One thing you should know about how to run a haunted house—haunted houses are a highly seasonal business, many of your employees will be temporary part-timers. That doesn’t mean you shouldn’t invest heavily in finding those who are passionate about the business as well, and keep them engaged, even in the offseason.
“You have to make it a rewarding experience for your employees, even though it’s only a month,” Messina says. “At a haunted house, you have the added challenge of trying to retain individuals even though it’s only a part-time job, you have to do right by your people. We work all year long with our employees, take them on movie outings and trainings.”
“Additionally,” he adds, ”another 12 to 20 people work quasi-full-time or on a more year-round basis. That’s not including people that we contract out to, when we want something made. We have 15 or so people who work all year long, anything from carpentry to costuming to painters to makeup artists.”
All told, Netherworld employs 10 makeup artists for each performance, the 120-plus performers can take up to an hour to suit up each night, and over 100 gallons of fake blood and other effects materials are used each season, according to the Atlanta Journal-Constitution.
You can source your costumes and props from outside sources, but Messina says Netherworld makes (or alters) over 90% of their costumes, which helps put Netherworld over the top when it comes to scaring people.
“We have people that pretty much all year are working on things,” says Messina. “They look a certain way, and you have to complete the picture. If you have this incredible mask, and then these goofy gloves and sneakers you bought from the store, that’s not going to fly.”
That dedication is, in part, why people become repeat customers to Netherworld.

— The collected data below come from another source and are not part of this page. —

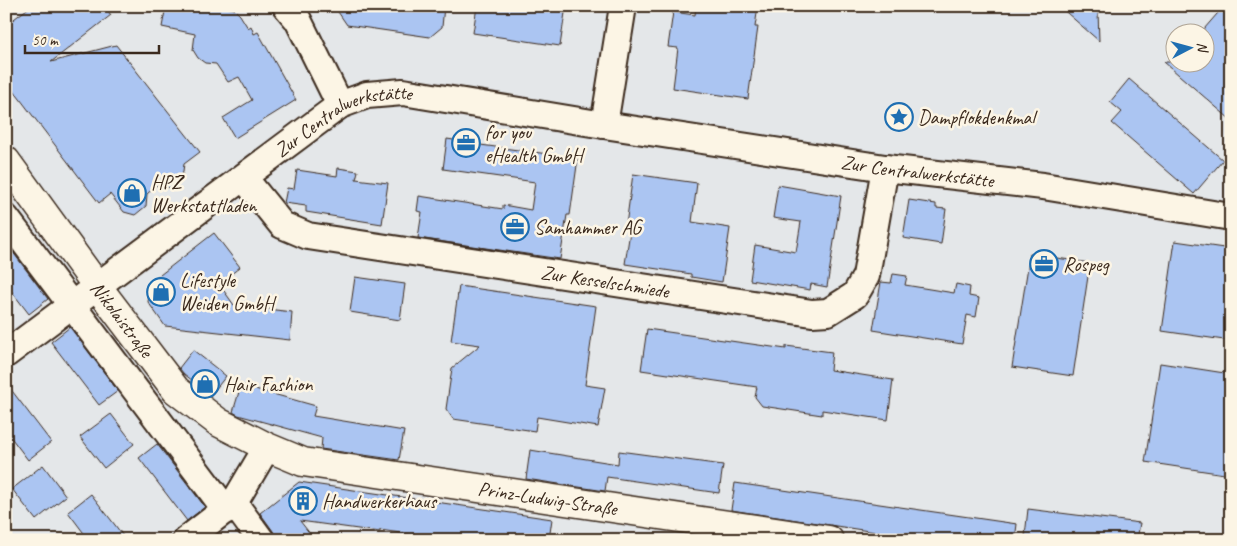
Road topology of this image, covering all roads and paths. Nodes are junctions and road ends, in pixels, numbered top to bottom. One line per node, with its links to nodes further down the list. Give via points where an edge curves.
1 (286, 6): 3 (street, via 298,20)
2 (623, 6): 4 (street)
3 (340, 105): 4 (street, Zur Centralwerkstätte, via 367,95 403,92); 7 (street, Zur Centralwerkstätte)
4 (604, 125): 6 (street, Zur Centralwerkstätte)
5 (6, 161): 10 (main road, Nikolaistraße)
6 (885, 168): 7 (street, Zur Kesselschmiede, via 866,276 855,295 828,312 812,314 308,236 282,225); 8 (street, Zur Centralwerkstätte, via 1043,186)
7 (244, 178): 10 (street, Zur Centralwerkstätte)
8 (1231, 217)
9 (6, 218): 11 (street)
10 (97, 286): 11 (street, Zur Centralwerkstätte); 13 (main road, Nikolaistraße, via 176,390 218,422)
11 (72, 304): 12 (street, Zur Centralwerkstätte); 14 (street)
12 (6, 354)
13 (267, 447): 14 (street); 17 (main road, Prinz-Ludwig-Straße, via 303,462)
14 (230, 506): 15 (street); 16 (street)
15 (186, 540)
16 (261, 540)
17 (829, 540)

“We never want people to say, I don’t want to go there, I went there last year. Every year it’s different,” says Messina. “We do keep elements people like, but after a few years we may change it up, to keep things fresh. We change the path, we change the theme, we change the story. Before we shut down for any given year, we’re already working on the next year. How can we improve on what we’re doing?”
Netherworld is one of the first results that Google serves you when you search for haunted houses, and that’s no accident: Years of developing a stellar reputation and multiple press hits on everything from the AJC to the “Today Show” help immensely. But what should you do if you’re just starting off and want to get the word out? (Few things sound as depressing as an empty haunted house.)
“We do all the traditional methods of advertising, like radio and billboards, and we do digital as well,” says Messina. “But … every market is different. I could tell you exactly what we do here, and if you take it to another market, it’s completely different. You have to kind of feel it out. There are lots of avenues these days that are inexpensive to free to get you started, which is a great advantage for startups now.”
Don’t go into the haunted house business expecting to make, as Messina puts it, “a trillion dollars.” Even the most success haunted houses aren’t quite that profitable. But if you can’t stop wondering how to run a haunted house and love the Halloween season and have a knack for scaring people—with elaborate costumes, or horrifying stories, or psychological manipulation (a good jump scare is great, but a tense, subtle scare is even creepier)—then delving into this highly seasonal, high-risk, high-reward business might be for you.